Problem description
Write out the entries exactly, pictures excluded.

Provided data
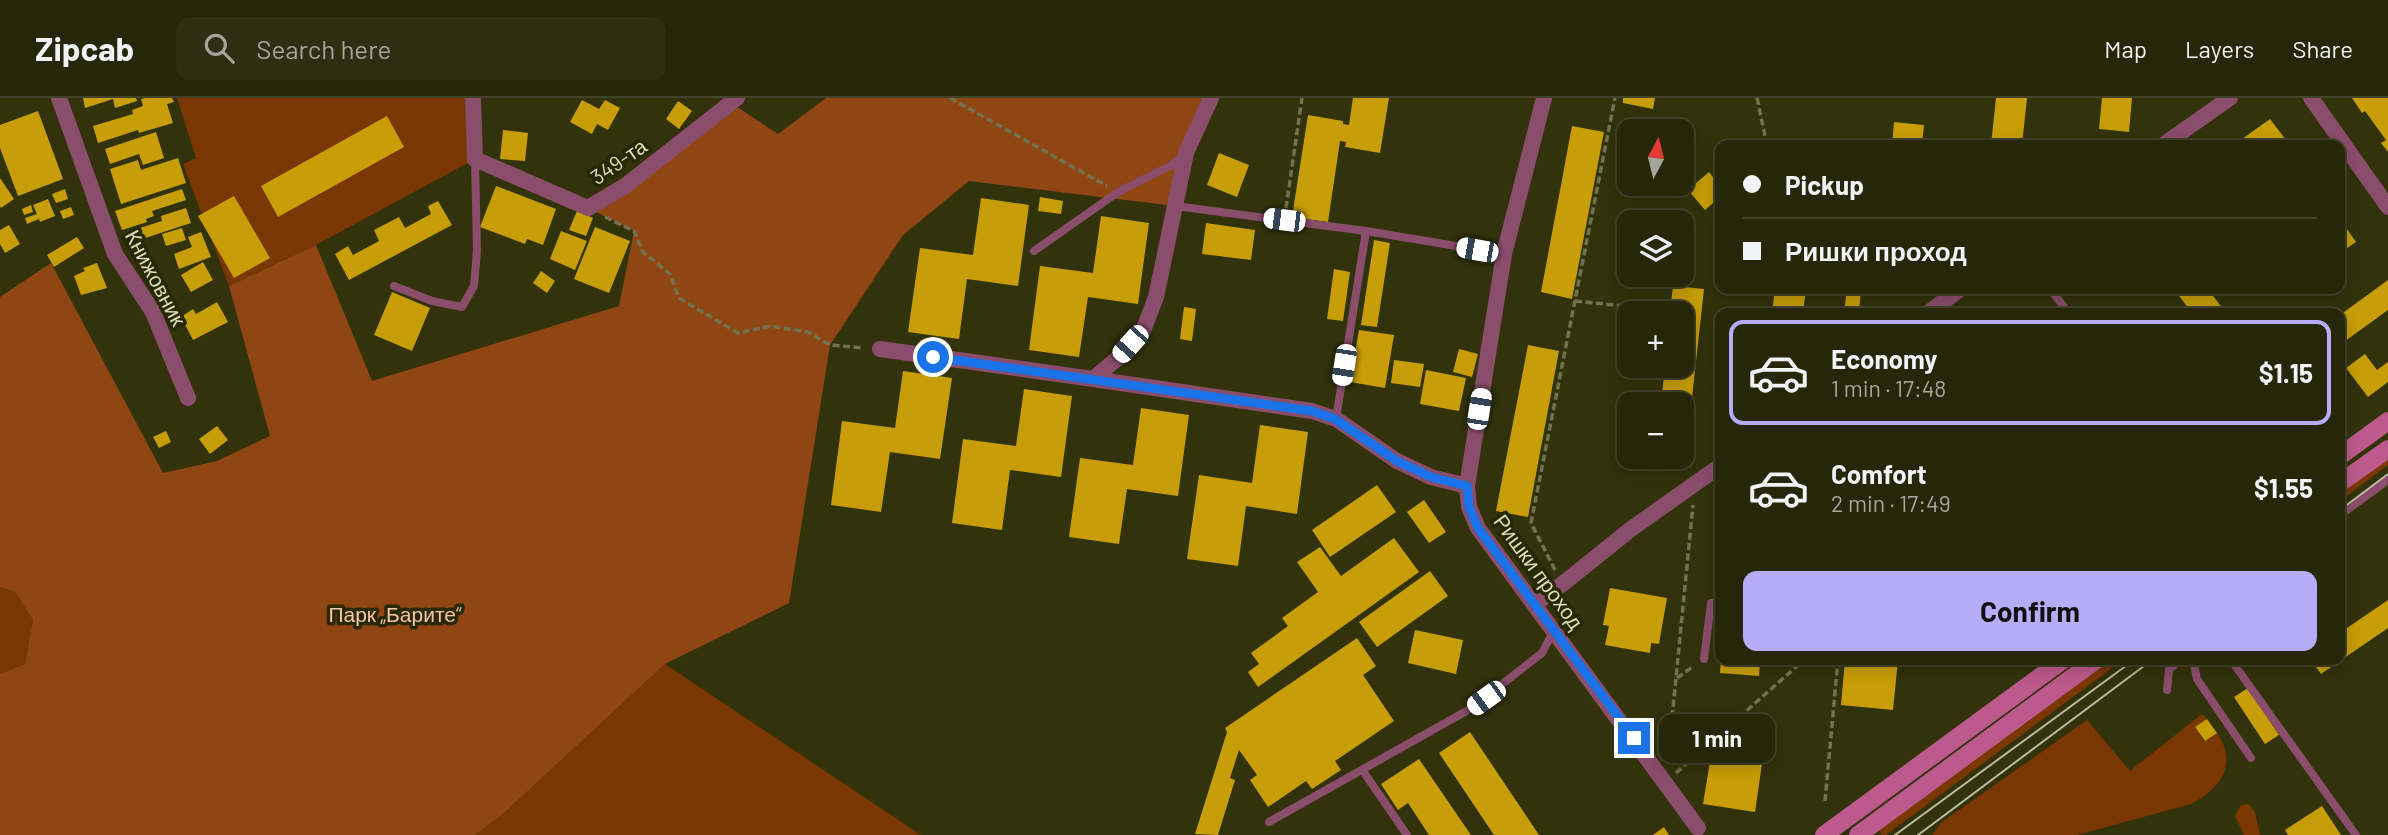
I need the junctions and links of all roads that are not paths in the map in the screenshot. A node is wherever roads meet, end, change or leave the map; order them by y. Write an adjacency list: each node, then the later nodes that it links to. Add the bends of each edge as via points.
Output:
1 (59, 98): 25 (street, Книжовник, via 115,254 153,312)
2 (474, 98): 12 (street)
3 (737, 98): 12 (street, 349-та, via 625,186 588,208)
4 (1211, 98): 11 (street)
5 (1544, 98): 17 (street, Ришки проход)
6 (2230, 98): 8 (street)
7 (2311, 98): 9 (street)
8 (2170, 140)
9 (2341, 140)
10 (2345, 146): 14 (street)
11 (1186, 153): 13 (street); 16 (lane, via 1118,192)
12 (475, 159): 18 (lane, via 474,286 462,307)
13 (1175, 206): 15 (lane); 24 (street, via 1156,297 1143,331)
14 (2388, 207)
15 (1366, 231): 17 (lane); 26 (lane)
16 (1034, 251)
17 (1504, 254): 33 (street, Ришки проход)
18 (394, 286)
19 (1953, 294): 21 (street)
20 (2054, 294): 22 (lane)
21 (1935, 308)
22 (2065, 308)
23 (880, 349): 24 (street)
24 (1093, 379): 26 (street, via 1312,411)
25 (188, 398)
26 (1335, 419): 33 (street, via 1397,461 1431,477)
27 (2388, 421): 29 (main road)
28 (2388, 449): 31 (main road)
29 (2345, 452)
30 (1715, 470): 36 (street)
31 (2345, 479)
32 (2388, 480): 34 (lane)
33 (1467, 486): 36 (street, Ришки проход, via 1478,528)
34 (2345, 511)
35 (1715, 603): 38 (lane, via 1711,603)
36 (1535, 604): 37 (street, Ришки проход)
37 (1554, 629): 46 (lane, via 1542,653 1502,686); 48 (street, Ришки проход)
38 (1704, 659)
39 (2056, 665): 50 (main road)
40 (2089, 665): 51 (main road)
41 (2174, 665): 44 (lane, via 2169,669)
42 (2194, 665): 45 (lane, via 2197,679)
43 (2235, 665): 52 (lane)
44 (2167, 690)
45 (2251, 758)
46 (1363, 771): 47 (lane); 49 (lane)
47 (1269, 822)
48 (1698, 828)
49 (1406, 835)
50 (1824, 835)
51 (1858, 835)
52 (2356, 835)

Answer
I need the junctions and links of all roads that are not paths in the map in the screenshot. A node is wherever roads meet, end, change or leave the map; order them by y. Write an adjacency list: each node, then the later nodes that it links to. Add the bends of each edge as via points.
Output:
1 (59, 98): 25 (street, Книжовник, via 115,254 153,312)
2 (474, 98): 12 (street)
3 (737, 98): 12 (street, 349-та, via 625,186 588,208)
4 (1211, 98): 11 (street)
5 (1544, 98): 17 (street, Ришки проход)
6 (2230, 98): 8 (street)
7 (2311, 98): 9 (street)
8 (2170, 140)
9 (2341, 140)
10 (2345, 146): 14 (street)
11 (1186, 153): 13 (street); 16 (lane, via 1118,192)
12 (475, 159): 18 (lane, via 474,286 462,307)
13 (1175, 206): 15 (lane); 24 (street, via 1156,297 1143,331)
14 (2388, 207)
15 (1366, 231): 17 (lane); 26 (lane)
16 (1034, 251)
17 (1504, 254): 33 (street, Ришки проход)
18 (394, 286)
19 (1953, 294): 21 (street)
20 (2054, 294): 22 (lane)
21 (1935, 308)
22 (2065, 308)
23 (880, 349): 24 (street)
24 (1093, 379): 26 (street, via 1312,411)
25 (188, 398)
26 (1335, 419): 33 (street, via 1397,461 1431,477)
27 (2388, 421): 29 (main road)
28 (2388, 449): 31 (main road)
29 (2345, 452)
30 (1715, 470): 36 (street)
31 (2345, 479)
32 (2388, 480): 34 (lane)
33 (1467, 486): 36 (street, Ришки проход, via 1478,528)
34 (2345, 511)
35 (1715, 603): 38 (lane, via 1711,603)
36 (1535, 604): 37 (street, Ришки проход)
37 (1554, 629): 46 (lane, via 1542,653 1502,686); 48 (street, Ришки проход)
38 (1704, 659)
39 (2056, 665): 50 (main road)
40 (2089, 665): 51 (main road)
41 (2174, 665): 44 (lane, via 2169,669)
42 (2194, 665): 45 (lane, via 2197,679)
43 (2235, 665): 52 (lane)
44 (2167, 690)
45 (2251, 758)
46 (1363, 771): 47 (lane); 49 (lane)
47 (1269, 822)
48 (1698, 828)
49 (1406, 835)
50 (1824, 835)
51 (1858, 835)
52 (2356, 835)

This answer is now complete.